Is $\lim\limits_{x\to x_0}f'(x)=f'(x_0)$?
Solution 1:
A qualified "yes": If $f$ is continuous at $x_{0}$, and if $\lim\limits_{x \to x_{0}}f'(x) = L$ exists, then $f$ is differentiable at $x_{0}$, and $f'(x_{0}) = L$.
Qualitatively, the derivative of a continuous function cannot have a removable discontinuity. (If you don't assume $f$ is continuous, then $f$ itself can have a removable or jump discontinuity.)

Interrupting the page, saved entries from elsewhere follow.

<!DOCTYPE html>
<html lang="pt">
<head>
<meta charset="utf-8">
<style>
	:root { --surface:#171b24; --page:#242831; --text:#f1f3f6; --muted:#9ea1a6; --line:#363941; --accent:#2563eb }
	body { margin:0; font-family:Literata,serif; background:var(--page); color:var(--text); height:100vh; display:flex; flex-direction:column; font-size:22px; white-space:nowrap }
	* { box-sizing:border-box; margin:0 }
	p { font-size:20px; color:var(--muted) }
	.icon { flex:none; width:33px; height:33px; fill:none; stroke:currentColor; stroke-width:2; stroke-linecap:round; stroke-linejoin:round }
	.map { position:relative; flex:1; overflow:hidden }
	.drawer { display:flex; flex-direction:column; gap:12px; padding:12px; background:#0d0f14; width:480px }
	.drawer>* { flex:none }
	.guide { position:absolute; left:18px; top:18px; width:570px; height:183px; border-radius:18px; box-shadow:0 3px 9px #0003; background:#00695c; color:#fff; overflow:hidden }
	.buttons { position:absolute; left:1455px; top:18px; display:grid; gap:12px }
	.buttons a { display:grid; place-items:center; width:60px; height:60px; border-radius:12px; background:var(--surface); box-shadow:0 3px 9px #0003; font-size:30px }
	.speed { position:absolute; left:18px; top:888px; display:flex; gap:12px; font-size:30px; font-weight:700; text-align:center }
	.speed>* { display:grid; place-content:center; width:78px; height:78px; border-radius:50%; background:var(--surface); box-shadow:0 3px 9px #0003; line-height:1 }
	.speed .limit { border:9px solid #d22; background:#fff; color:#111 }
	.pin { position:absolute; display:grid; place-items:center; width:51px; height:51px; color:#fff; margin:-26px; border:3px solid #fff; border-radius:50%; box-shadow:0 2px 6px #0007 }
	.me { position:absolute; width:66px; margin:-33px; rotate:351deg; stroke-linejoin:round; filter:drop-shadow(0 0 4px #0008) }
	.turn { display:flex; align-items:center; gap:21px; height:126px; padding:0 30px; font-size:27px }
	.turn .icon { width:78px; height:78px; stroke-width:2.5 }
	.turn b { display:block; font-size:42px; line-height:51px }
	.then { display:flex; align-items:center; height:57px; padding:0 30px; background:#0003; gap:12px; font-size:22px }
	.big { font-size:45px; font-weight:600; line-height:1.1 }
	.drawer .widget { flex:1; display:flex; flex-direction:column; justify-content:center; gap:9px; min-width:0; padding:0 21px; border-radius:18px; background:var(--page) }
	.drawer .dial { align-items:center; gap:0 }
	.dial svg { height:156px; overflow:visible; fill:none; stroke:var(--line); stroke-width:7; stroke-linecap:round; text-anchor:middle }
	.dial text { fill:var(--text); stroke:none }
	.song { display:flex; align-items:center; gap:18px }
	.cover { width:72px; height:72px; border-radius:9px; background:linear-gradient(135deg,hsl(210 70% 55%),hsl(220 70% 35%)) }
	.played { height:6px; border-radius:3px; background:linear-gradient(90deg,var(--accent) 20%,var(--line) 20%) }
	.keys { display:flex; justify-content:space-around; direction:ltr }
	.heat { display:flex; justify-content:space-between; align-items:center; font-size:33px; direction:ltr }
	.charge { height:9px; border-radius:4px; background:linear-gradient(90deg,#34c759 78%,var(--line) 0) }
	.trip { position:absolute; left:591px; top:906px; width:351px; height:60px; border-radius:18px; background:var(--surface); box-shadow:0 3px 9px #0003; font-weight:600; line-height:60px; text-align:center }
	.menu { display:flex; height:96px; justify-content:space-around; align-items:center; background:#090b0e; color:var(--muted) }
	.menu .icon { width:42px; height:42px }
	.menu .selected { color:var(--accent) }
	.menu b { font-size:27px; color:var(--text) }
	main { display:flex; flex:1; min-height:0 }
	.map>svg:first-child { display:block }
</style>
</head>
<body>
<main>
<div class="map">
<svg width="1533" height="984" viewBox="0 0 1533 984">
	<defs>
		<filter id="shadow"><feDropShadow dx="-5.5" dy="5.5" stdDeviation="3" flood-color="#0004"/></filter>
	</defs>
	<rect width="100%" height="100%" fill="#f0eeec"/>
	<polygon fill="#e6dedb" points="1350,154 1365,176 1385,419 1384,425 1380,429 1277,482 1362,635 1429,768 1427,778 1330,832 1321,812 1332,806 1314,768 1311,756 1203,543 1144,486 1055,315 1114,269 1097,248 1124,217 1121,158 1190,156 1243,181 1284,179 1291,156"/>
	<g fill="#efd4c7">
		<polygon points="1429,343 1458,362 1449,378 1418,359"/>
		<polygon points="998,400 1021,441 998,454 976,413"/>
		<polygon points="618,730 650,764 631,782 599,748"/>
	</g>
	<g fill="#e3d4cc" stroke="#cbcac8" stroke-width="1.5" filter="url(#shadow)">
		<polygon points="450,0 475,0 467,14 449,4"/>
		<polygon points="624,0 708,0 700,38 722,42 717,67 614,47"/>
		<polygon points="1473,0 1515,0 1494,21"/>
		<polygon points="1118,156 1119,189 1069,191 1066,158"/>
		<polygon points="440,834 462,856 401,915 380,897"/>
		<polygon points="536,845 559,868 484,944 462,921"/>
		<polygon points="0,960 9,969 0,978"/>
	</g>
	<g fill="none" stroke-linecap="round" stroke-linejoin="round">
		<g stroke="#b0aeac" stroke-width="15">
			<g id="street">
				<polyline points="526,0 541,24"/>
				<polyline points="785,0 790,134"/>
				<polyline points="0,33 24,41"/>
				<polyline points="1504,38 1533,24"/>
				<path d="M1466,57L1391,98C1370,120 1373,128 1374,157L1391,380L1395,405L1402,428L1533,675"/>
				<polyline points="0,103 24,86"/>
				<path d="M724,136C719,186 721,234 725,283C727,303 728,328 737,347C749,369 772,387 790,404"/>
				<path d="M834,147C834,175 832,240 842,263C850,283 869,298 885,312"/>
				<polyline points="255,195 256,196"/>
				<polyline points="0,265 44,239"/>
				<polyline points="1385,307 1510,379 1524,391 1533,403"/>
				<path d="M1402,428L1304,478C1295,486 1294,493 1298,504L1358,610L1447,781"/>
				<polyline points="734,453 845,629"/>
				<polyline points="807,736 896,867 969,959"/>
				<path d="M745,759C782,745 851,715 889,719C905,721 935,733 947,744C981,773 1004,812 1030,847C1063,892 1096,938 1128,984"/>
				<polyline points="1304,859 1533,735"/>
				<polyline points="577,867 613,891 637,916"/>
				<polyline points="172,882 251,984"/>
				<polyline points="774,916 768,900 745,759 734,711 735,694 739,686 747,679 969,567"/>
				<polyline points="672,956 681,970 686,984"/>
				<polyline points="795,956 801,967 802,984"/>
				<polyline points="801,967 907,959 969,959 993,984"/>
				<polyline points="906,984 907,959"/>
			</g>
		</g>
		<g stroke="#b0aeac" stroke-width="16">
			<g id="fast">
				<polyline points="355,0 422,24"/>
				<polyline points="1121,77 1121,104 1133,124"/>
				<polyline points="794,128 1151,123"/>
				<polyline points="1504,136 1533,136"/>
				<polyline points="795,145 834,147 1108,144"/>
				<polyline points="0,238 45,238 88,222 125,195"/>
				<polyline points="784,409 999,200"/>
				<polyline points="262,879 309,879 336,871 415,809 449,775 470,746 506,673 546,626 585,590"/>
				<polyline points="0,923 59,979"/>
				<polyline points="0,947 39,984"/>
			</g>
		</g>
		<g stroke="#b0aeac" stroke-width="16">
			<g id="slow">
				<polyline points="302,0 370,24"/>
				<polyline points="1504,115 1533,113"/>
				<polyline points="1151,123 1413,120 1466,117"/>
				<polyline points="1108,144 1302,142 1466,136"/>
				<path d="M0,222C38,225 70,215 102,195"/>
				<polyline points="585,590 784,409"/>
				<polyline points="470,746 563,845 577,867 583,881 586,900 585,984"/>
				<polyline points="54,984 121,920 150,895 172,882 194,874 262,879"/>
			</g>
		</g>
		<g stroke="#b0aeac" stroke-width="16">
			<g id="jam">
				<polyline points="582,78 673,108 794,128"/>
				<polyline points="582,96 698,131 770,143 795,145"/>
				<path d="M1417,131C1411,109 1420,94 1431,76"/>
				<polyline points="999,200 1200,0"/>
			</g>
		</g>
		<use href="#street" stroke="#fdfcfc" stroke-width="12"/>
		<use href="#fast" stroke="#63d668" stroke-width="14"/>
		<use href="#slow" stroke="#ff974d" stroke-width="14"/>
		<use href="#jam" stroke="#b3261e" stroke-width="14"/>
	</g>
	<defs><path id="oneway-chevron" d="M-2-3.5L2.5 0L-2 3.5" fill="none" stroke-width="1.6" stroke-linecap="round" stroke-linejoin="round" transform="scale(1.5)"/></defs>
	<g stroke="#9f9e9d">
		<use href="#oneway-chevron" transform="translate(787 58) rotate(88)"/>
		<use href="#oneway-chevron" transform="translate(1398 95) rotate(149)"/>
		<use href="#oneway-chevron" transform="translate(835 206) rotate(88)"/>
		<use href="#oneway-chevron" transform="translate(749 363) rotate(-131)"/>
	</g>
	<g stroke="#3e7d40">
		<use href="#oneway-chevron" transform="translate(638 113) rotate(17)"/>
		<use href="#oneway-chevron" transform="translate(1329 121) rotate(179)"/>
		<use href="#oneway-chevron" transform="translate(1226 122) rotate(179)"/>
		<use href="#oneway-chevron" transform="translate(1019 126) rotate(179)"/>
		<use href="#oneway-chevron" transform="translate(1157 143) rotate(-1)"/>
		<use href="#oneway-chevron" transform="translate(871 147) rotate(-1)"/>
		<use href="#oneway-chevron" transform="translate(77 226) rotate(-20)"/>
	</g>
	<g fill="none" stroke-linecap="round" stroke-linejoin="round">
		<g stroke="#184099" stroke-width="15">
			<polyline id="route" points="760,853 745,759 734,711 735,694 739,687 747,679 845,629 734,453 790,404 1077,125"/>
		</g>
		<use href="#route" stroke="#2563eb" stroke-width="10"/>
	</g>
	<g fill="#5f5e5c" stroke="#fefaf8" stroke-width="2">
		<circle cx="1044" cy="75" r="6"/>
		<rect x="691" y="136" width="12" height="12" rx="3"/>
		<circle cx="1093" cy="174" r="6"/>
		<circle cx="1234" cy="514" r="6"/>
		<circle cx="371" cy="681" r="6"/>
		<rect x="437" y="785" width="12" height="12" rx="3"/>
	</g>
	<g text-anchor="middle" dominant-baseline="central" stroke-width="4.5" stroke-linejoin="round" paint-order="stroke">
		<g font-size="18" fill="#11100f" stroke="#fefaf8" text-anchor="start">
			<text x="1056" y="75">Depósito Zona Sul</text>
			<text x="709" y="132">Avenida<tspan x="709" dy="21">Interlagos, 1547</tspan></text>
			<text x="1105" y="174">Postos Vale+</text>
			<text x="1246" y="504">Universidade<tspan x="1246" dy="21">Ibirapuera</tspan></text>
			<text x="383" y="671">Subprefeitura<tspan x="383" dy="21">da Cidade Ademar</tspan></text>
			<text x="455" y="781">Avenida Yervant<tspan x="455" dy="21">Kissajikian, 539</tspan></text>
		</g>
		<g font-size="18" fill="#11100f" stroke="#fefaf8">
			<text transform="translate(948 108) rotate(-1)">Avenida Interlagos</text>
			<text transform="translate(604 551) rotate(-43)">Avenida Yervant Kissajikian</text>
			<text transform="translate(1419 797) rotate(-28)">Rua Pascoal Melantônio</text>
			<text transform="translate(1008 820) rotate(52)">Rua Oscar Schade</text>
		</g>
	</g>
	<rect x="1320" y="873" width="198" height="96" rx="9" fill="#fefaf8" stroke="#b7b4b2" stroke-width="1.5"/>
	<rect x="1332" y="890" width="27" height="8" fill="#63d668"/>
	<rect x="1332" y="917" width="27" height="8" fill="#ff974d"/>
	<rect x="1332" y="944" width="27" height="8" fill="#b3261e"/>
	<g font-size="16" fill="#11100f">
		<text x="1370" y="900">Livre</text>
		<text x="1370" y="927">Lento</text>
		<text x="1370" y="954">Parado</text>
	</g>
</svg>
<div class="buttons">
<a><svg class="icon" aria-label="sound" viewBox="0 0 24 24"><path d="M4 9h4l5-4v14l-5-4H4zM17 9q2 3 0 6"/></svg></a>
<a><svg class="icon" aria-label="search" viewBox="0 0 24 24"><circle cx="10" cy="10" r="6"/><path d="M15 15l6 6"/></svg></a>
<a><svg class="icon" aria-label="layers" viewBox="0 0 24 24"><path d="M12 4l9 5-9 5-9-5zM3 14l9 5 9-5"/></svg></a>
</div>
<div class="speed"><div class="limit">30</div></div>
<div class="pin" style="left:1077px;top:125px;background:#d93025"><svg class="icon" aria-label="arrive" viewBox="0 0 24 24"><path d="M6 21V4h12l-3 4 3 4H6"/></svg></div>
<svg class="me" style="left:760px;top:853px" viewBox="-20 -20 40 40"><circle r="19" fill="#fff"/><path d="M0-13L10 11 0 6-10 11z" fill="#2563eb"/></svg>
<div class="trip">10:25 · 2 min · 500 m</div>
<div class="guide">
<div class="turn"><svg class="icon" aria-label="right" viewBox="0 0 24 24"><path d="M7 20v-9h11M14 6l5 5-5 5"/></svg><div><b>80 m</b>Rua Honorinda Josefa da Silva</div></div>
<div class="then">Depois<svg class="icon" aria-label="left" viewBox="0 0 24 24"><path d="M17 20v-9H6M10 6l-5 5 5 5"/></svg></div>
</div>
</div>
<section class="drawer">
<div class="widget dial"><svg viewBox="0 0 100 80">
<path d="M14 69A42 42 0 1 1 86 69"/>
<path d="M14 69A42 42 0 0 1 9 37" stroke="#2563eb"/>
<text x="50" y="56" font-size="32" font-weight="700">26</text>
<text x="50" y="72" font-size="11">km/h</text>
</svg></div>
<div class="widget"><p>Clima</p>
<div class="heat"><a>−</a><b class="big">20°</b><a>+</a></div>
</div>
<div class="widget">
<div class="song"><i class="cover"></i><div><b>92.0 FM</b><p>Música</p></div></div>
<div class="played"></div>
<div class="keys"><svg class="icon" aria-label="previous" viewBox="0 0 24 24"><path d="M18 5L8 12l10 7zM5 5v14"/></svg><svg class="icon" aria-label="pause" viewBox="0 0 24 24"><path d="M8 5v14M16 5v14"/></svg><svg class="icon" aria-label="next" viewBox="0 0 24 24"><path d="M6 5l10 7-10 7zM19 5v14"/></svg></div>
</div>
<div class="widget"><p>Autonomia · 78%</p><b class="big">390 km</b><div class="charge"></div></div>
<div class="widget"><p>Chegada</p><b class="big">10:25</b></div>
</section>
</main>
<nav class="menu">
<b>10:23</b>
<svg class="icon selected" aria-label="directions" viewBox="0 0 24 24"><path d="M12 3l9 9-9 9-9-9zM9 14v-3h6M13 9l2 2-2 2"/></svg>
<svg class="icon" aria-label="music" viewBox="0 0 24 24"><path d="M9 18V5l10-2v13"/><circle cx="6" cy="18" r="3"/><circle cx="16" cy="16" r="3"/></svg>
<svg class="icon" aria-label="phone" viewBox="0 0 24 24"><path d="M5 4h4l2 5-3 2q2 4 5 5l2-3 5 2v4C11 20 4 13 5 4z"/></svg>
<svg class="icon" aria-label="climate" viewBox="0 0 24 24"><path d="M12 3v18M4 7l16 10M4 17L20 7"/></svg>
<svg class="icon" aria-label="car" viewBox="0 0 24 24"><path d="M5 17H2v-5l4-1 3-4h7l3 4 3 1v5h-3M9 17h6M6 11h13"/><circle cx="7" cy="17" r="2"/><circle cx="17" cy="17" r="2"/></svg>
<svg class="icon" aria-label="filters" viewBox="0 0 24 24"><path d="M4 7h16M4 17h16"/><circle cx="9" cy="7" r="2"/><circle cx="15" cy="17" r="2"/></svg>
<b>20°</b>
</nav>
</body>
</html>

The claim follows from the Mean Value Theorem: If $\delta > 0$ and $f'(x_{0} + h)$ is defined for $0 < |h| < \delta$, then for each such $h$, the Mean Value Theorem (applied to $f$ on the closed interval with endpoints $x_{0}$ and $x_{0} + h$) says there is a $t$ between $x_{0}$ and $x_{0} + h$ such that $$ \frac{f(x_{0} + h) - f(x_{0})}{h} = f'(t). $$ Since $|t - x_{0}| < |h|$, taking the limit as $h \to 0$ forces $t - x_{0} \to 0$, as well, so $$ f'(x_{0}) = \lim_{h \to 0} \frac{f(x_{0} + h) - f(x_{0})}{h} = \lim_{t \to x_{0}} f'(t). $$
(Continuity of $f$ was needed to invoke the Mean Value Theorem.)
Solution 2:
An easier proof, for the chosen answer, is by using the L'Hopital's rule. We know that $f'(a)=\lim_{x\to a}\frac{f(x)-f(a)}{x-a}$. Now if f is continuous at $a$ the we have a $\frac{0}{0}$ situation, and we can apply the L'Hopital's rule to see that if the limit of $f(x)$ when $x\mapsto a$ exists then it is equal to $f'(a)$.